ASSIGNMENT: In the data, extract each line that holds the string "Barat".

Dataset entries:
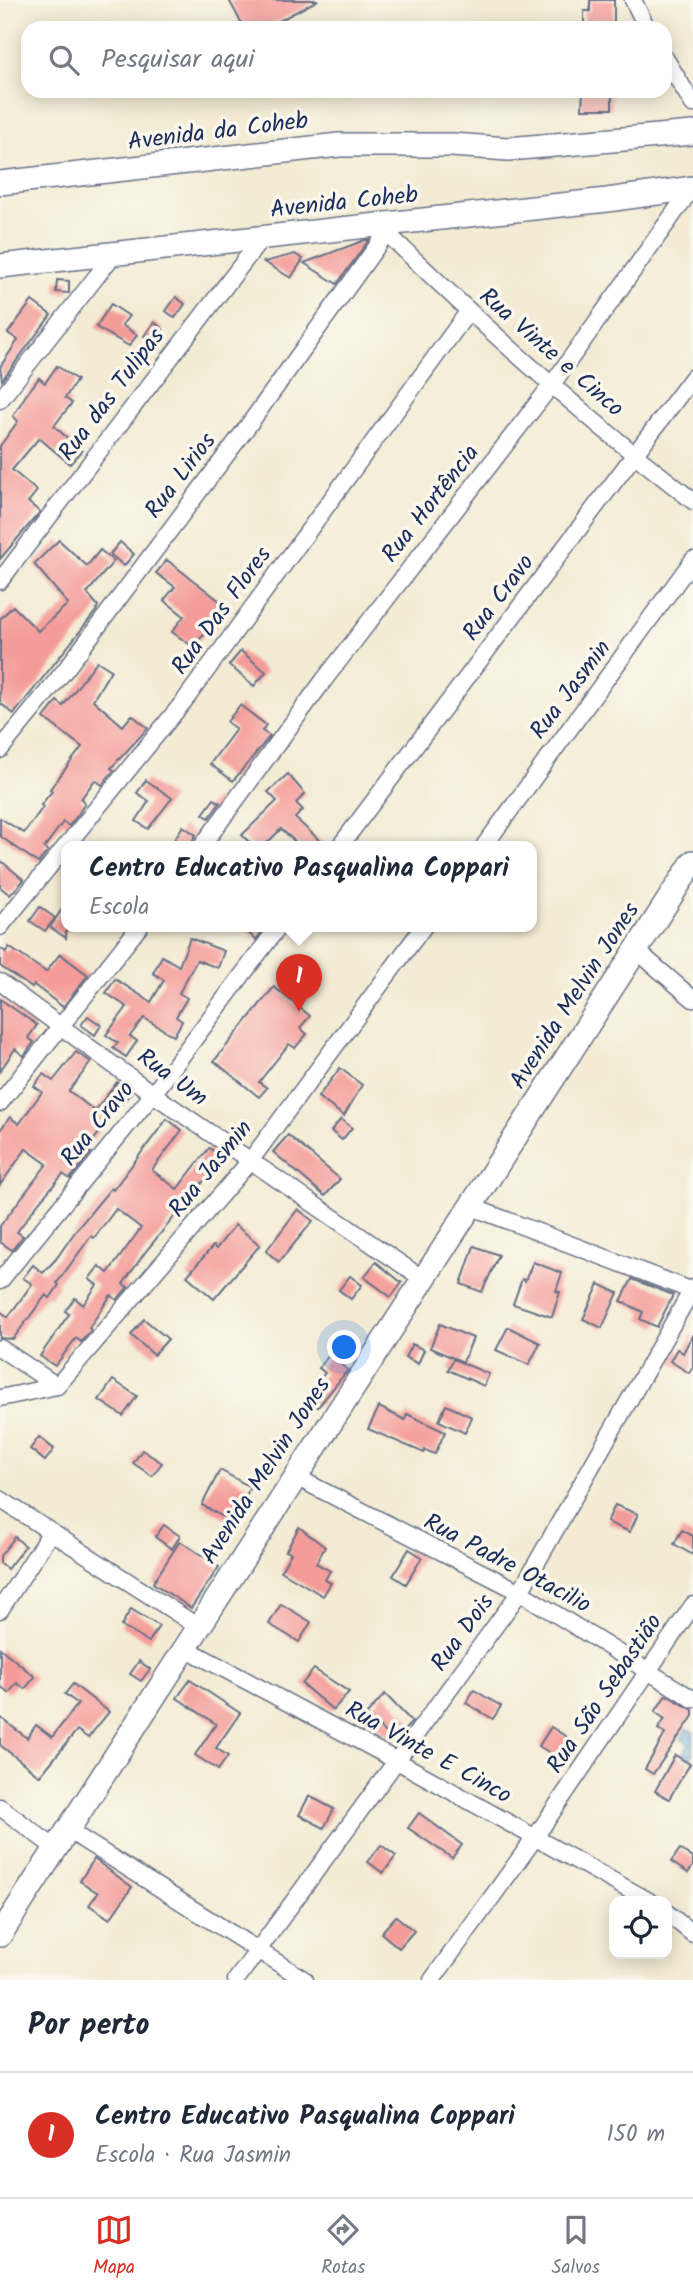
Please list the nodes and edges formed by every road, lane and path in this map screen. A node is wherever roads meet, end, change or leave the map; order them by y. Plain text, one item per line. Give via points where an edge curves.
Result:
1 (633, 0) edge
2 (644, 21) edge
3 (672, 70) edge
4 (693, 104) edge
5 (693, 133) edge
6 (0, 183) edge
7 (692, 188) edge
8 (390, 228) junction
9 (262, 238) junction
10 (114, 254) junction
11 (0, 267) edge
12 (468, 312) junction
13 (693, 377) edge
14 (553, 383) junction
15 (0, 400) edge
16 (635, 456) junction
17 (693, 501) edge
18 (693, 560) edge
19 (0, 580) edge
20 (0, 750) edge
21 (70, 841) edge
22 (206, 841) edge
23 (344, 841) edge
24 (488, 841) edge
25 (61, 852) edge
26 (693, 862) edge
27 (0, 927) edge
28 (135, 932) edge
29 (274, 932) edge
30 (420, 932) edge
31 (635, 949) junction
32 (0, 982) edge
33 (693, 999) edge
34 (62, 1026) junction
35 (152, 1094) junction
36 (0, 1103) edge
37 (250, 1161) junction
38 (472, 1207) junction
39 (423, 1279) junction
40 (0, 1281) edge
41 (693, 1290) edge
42 (0, 1348) edge
43 (57, 1386) junction
44 (0, 1398) edge
45 (294, 1476) junction
46 (0, 1499) edge
47 (51, 1532) junction
48 (520, 1592) junction
49 (693, 1605) edge
50 (0, 1610) edge
51 (197, 1626) junction
52 (183, 1647) junction
53 (649, 1670) junction
54 (693, 1699) edge
55 (399, 1762) junction
56 (0, 1807) edge
57 (61, 1838) junction
58 (534, 1839) junction
59 (641, 1896) edge
60 (672, 1917) edge
61 (693, 1934) edge
62 (0, 1935) edge
63 (258, 1952) junction
64 (236, 1980) edge
65 (305, 1980) edge
66 (432, 1980) edge

1 - 2 street
3 - 4 street
5 - 6 main road, Avenida da Coheb via 508,149 339,145
7 - 8 main road, Avenida Coheb
7 - 14 street, Rua Hortência
8 - 9 main road, Avenida Coheb
8 - 12 street, Rua Vinte e Cinco
8 - 20 street, Rua Lirios via 245,430
9 - 10 main road, Avenida Coheb
9 - 19 street, Rua das Tulipas
10 - 11 main road, Avenida Coheb
10 - 15 street
12 - 14 street, Rua Vinte e Cinco
12 - 21 street, Rua Das Flores via 185,700
13 - 16 street, Rua Cravo
14 - 16 street, Rua Vinte e Cinco
14 - 22 street, Rua Hortência
16 - 17 street, Rua Vinte e Cinco
16 - 23 street, Rua Cravo
18 - 24 street, Rua Jasmin
25 - 27 street, Rua Das Flores
26 - 31 main road, Avenida Melvin Jones
28 - 34 street
29 - 35 street, Rua Cravo
30 - 37 street, Rua Jasmin
31 - 33 street
31 - 38 main road, Avenida Melvin Jones
32 - 34 street, Rua Um
34 - 35 street, Rua Um
34 - 36 street
35 - 37 street, Rua Um
35 - 40 street, Rua Cravo
37 - 39 street, Rua Um
37 - 43 street, Rua Jasmin
38 - 39 main road, Avenida Melvin Jones
38 - 41 street
39 - 45 main road, Avenida Melvin Jones
41 - 48 street, Rua Dois
42 - 43 street
43 - 44 street
45 - 48 street, Rua Padre Otacilio
45 - 51 main road, Avenida Melvin Jones
46 - 47 street
47 - 50 street
47 - 51 street
48 - 53 street, Rua Padre Otacilio
48 - 55 street, Rua Dois
49 - 53 street, Rua São Sebastião
51 - 52 main road, Avenida Melvin Jones
52 - 55 street, Rua Vinte E Cinco
52 - 57 main road, Avenida Melvin Jones
53 - 54 street, Rua Padre Otacilio
53 - 58 street, Rua São Sebastião
55 - 58 street, Rua Vinte E Cinco
55 - 63 street, Rua Dois
56 - 57 street
57 - 62 main road, Avenida Melvin Jones
57 - 63 street
58 - 59 street, Rua Vinte E Cinco
58 - 66 street, Rua São Sebastião
60 - 61 street
63 - 64 street, Rua Dois
63 - 65 street

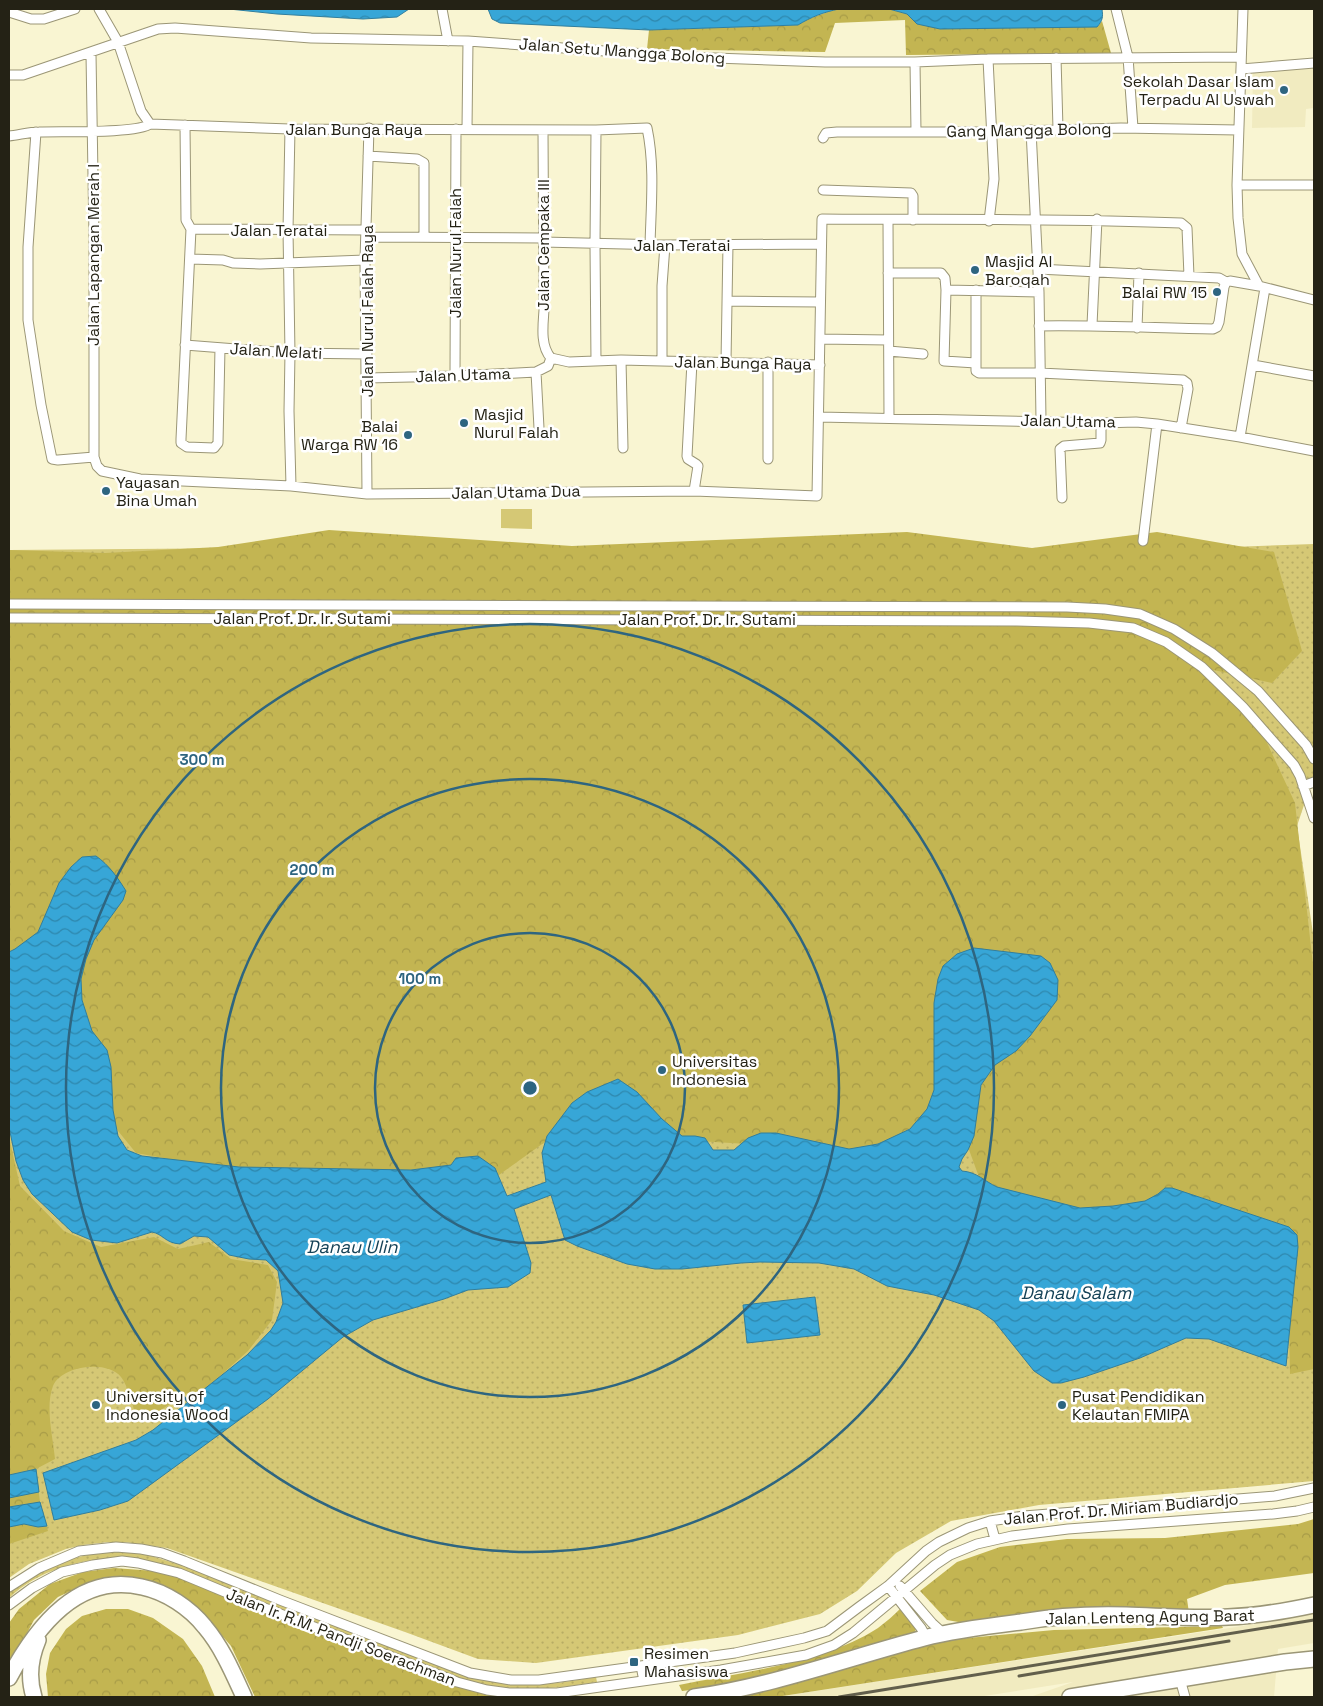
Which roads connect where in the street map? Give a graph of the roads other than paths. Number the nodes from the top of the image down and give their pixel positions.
1 (75, 9) edge
2 (99, 9) edge
3 (442, 9) edge
4 (1116, 9) edge
5 (1243, 9) edge
6 (9, 12) edge
7 (448, 41) junction
8 (468, 41) junction
9 (118, 42) junction
10 (91, 54) junction
11 (1240, 57) junction
12 (1056, 58) junction
13 (1128, 58) junction
14 (988, 59) junction
15 (915, 62) junction
16 (1314, 63) edge
17 (1241, 69) junction
18 (9, 75) edge
19 (150, 124) junction
20 (185, 125) junction
21 (369, 128) junction
22 (1133, 128) junction
23 (290, 129) junction
24 (456, 129) junction
25 (467, 129) junction
26 (1058, 129) junction
27 (543, 130) junction
28 (596, 130) junction
29 (1031, 130) junction
30 (1238, 130) junction
31 (92, 131) junction
32 (36, 132) junction
33 (916, 132) junction
34 (993, 132) junction
35 (9, 136) edge
36 (823, 138) dead end
37 (368, 156) junction
38 (1237, 185) junction
39 (1314, 185) edge
40 (823, 190) dead end
41 (888, 220) junction
42 (913, 220) junction
43 (1098, 220) junction
44 (989, 221) junction
45 (1035, 221) junction
46 (191, 229) junction
47 (288, 230) junction
48 (366, 234) junction
49 (424, 236) junction
50 (455, 237) junction
51 (543, 240) junction
52 (594, 244) junction
53 (728, 244) junction
54 (821, 244) junction
55 (650, 245) junction
56 (665, 245) junction
57 (190, 259) junction
58 (365, 260) junction
59 (288, 262) junction
60 (1038, 269) junction
61 (1094, 271) junction
62 (888, 273) junction
63 (1139, 273) junction
64 (1189, 276) junction
65 (1226, 282) junction
66 (1262, 287) junction
67 (946, 290) junction
68 (976, 290) junction
69 (1039, 292) junction
70 (727, 300) junction
71 (1314, 300) edge
72 (820, 302) junction
73 (1092, 325) junction
74 (1039, 326) junction
75 (1137, 328) junction
76 (820, 339) junction
77 (888, 340) junction
78 (185, 345) junction
79 (220, 348) junction
80 (888, 351) junction
81 (290, 353) junction
82 (366, 354) junction
83 (923, 354) dead end
84 (551, 358) junction
85 (621, 360) junction
86 (596, 361) junction
87 (662, 361) junction
88 (692, 362) junction
89 (726, 362) junction
90 (768, 362) junction
91 (976, 363) junction
92 (820, 365) junction
93 (1253, 365) junction
94 (536, 372) junction
95 (1040, 373) junction
96 (455, 376) junction
97 (1314, 376) edge
98 (367, 378) junction
99 (819, 416) junction
100 (889, 417) junction
101 (1041, 420) junction
102 (1101, 423) junction
103 (1157, 424) junction
104 (539, 428) dead end
105 (1181, 428) junction
106 (1240, 437) junction
107 (623, 448) dead end
108 (1314, 451) edge
109 (94, 457) junction
110 (768, 459) dead end
111 (291, 486) junction
112 (694, 491) junction
113 (367, 494) junction
114 (1062, 498) dead end
115 (1143, 541) dead end
116 (9, 604) edge
117 (9, 618) edge
118 (1314, 759) edge
119 (1314, 782) edge
120 (1304, 786) junction
121 (1314, 818) edge
122 (1314, 1488) edge
123 (1314, 1507) edge
124 (990, 1521) junction
125 (996, 1539) junction
126 (895, 1580) junction
127 (9, 1586) edge
128 (888, 1586) junction
129 (903, 1590) junction
130 (896, 1598) junction
131 (9, 1605) edge
132 (1314, 1605) edge
133 (51, 1617) junction
134 (944, 1634) junction
135 (926, 1637) junction
136 (1314, 1659) edge
137 (640, 1666) junction
138 (9, 1678) edge
139 (1180, 1679) junction
140 (643, 1681) junction
141 (34, 1697) edge
142 (244, 1697) edge
143 (694, 1697) edge
144 (1070, 1697) edge
145 (1185, 1697) edge

1 - 6 street
2 - 9 street
3 - 7 street
4 - 13 street
5 - 11 street
7 - 8 street, Jalan Setu Mangga Bolong
7 - 9 street, Jalan Setu Mangga Bolong
8 - 15 street, Jalan Setu Mangga Bolong
8 - 25 street
9 - 10 street, Jalan Setu Mangga Bolong
9 - 19 street
10 - 18 street, Jalan Setu Mangga Bolong
10 - 31 street, Jalan Lapangan Merah I
11 - 13 street, Jalan Setu Mangga Bolong
11 - 17 street
12 - 13 street, Jalan Setu Mangga Bolong
12 - 14 street, Jalan Setu Mangga Bolong
12 - 26 street
13 - 22 street
14 - 15 street, Jalan Setu Mangga Bolong
14 - 34 street
15 - 33 street
16 - 17 street
17 - 30 street
19 - 20 street, Jalan Bunga Raya
19 - 31 street, Jalan Bunga Raya
20 - 23 street, Jalan Bunga Raya
20 - 46 street
21 - 23 street, Jalan Bunga Raya
21 - 24 street, Jalan Bunga Raya
21 - 37 street, Jalan Nurul Falah Raya
22 - 26 street, Gang Mangga Bolong
22 - 30 street, Gang Mangga Bolong
23 - 47 street
24 - 25 street, Jalan Bunga Raya
24 - 50 street, Jalan Nurul Falah
25 - 27 street, Jalan Bunga Raya
26 - 29 street, Gang Mangga Bolong
27 - 28 street, Jalan Bunga Raya
27 - 51 street, Jalan Cempaka III
28 - 52 street
28 - 55 street, Jalan Bunga Raya
29 - 34 street, Gang Mangga Bolong
29 - 45 street
30 - 38 street
31 - 32 street, Jalan Bunga Raya
31 - 109 street, Jalan Lapangan Merah I
32 - 35 street, Jalan Bunga Raya
32 - 109 street
33 - 34 street, Gang Mangga Bolong
33 - 36 street, Gang Mangga Bolong
34 - 44 street
37 - 48 street, Jalan Nurul Falah Raya
37 - 49 street
38 - 39 street
38 - 66 street
40 - 42 street
41 - 42 street
41 - 54 street, Jalan Bunga Raya
41 - 62 street
42 - 44 street
43 - 45 street
43 - 61 street
43 - 64 street
44 - 45 street
45 - 60 street
46 - 47 street, Jalan Teratai
46 - 57 street
47 - 48 street, Jalan Teratai
47 - 59 street
48 - 49 street, Jalan Teratai
48 - 58 street, Jalan Nurul Falah Raya
49 - 50 street, Jalan Teratai
50 - 51 street, Jalan Teratai
50 - 96 street, Jalan Nurul Falah
51 - 52 street, Jalan Teratai
51 - 84 street, Jalan Cempaka III
52 - 55 street, Jalan Teratai
52 - 86 street
53 - 54 street, Jalan Teratai
53 - 56 street, Jalan Teratai
53 - 70 street
54 - 72 street, Jalan Bunga Raya
55 - 56 street, Jalan Teratai
56 - 87 street
57 - 59 street
57 - 78 street
58 - 59 street
58 - 82 street, Jalan Nurul Falah Raya
59 - 81 street
60 - 61 street
60 - 69 street
61 - 63 street
61 - 73 street
62 - 67 street
62 - 77 street
63 - 64 street
63 - 75 street
64 - 65 street
65 - 66 street
65 - 75 street
66 - 71 street
66 - 93 street
67 - 68 street
67 - 91 street
68 - 69 street
68 - 91 street
69 - 74 street
70 - 72 street
70 - 89 street
72 - 76 street, Jalan Bunga Raya
73 - 74 street
73 - 75 street
74 - 95 street
76 - 77 street
76 - 92 street, Jalan Bunga Raya
77 - 80 street
78 - 79 street, Jalan Melati
78 - 79 street
79 - 81 street, Jalan Melati
80 - 83 street
80 - 100 street
81 - 82 street, Jalan Melati
81 - 111 street
82 - 98 street, Jalan Nurul Falah Raya
84 - 86 street, Jalan Bunga Raya
84 - 94 street
85 - 86 street, Jalan Bunga Raya
85 - 87 street, Jalan Bunga Raya
85 - 107 street
87 - 88 street, Jalan Bunga Raya
88 - 89 street, Jalan Bunga Raya
88 - 112 street
89 - 90 street, Jalan Bunga Raya
90 - 92 street, Jalan Bunga Raya
90 - 110 street
91 - 95 street
92 - 99 street, Jalan Utama Dua
93 - 97 street
93 - 106 street
94 - 96 street, Jalan Utama
94 - 104 street
95 - 101 street
95 - 105 street
96 - 98 street, Jalan Utama
98 - 113 street, Jalan Nurul Falah Raya
99 - 100 street, Jalan Utama
99 - 112 street, Jalan Utama Dua
100 - 101 street, Jalan Utama
101 - 102 street, Jalan Utama
102 - 103 street, Jalan Utama
102 - 114 street
103 - 105 street, Jalan Utama
103 - 115 street
105 - 106 street, Jalan Utama
106 - 108 street, Jalan Utama
109 - 111 street, Jalan Utama Dua
111 - 113 street, Jalan Utama Dua
112 - 113 street, Jalan Utama Dua
116 - 118 street, Jalan Prof. Dr. Ir. Sutami
117 - 120 street, Jalan Prof. Dr. Ir. Sutami
119 - 120 street
120 - 121 street, Jalan Prof. Dr. Ir. Sutami
122 - 124 street, Jalan Prof. Dr. Miriam Budiardjo
123 - 125 street, Jalan Prof. Dr. Miriam Budiardjo
124 - 125 street
124 - 126 street, Jalan Prof. Dr. Miriam Budiardjo
125 - 129 street, Jalan Prof. Dr. Miriam Budiardjo
126 - 128 street, Jalan Prof. Dr. Miriam Budiardjo
126 - 129 street
127 - 137 street, Jalan Ir. R.M. Pandji Soerachman
128 - 130 street
128 - 137 street, Jalan Ir. R.M. Pandji Soerachman
129 - 130 street, Jalan Ir. R.M. Pandji Soerachman
129 - 134 street
130 - 135 street
130 - 140 street, Jalan Ir. R.M. Pandji Soerachman
131 - 140 street, Jalan Ir. R.M. Pandji Soerachman
132 - 134 main road, Jalan Lenteng Agung Barat
133 - 138 main road
133 - 141 main road
133 - 142 main road
134 - 135 main road, Jalan Lenteng Agung Barat
135 - 143 main road, Jalan Lenteng Agung Barat
136 - 139 main road
137 - 140 street
139 - 144 main road
139 - 145 street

REPLY TO THE TASK:
132 - 134 main road, Jalan Lenteng Agung Barat
134 - 135 main road, Jalan Lenteng Agung Barat
135 - 143 main road, Jalan Lenteng Agung Barat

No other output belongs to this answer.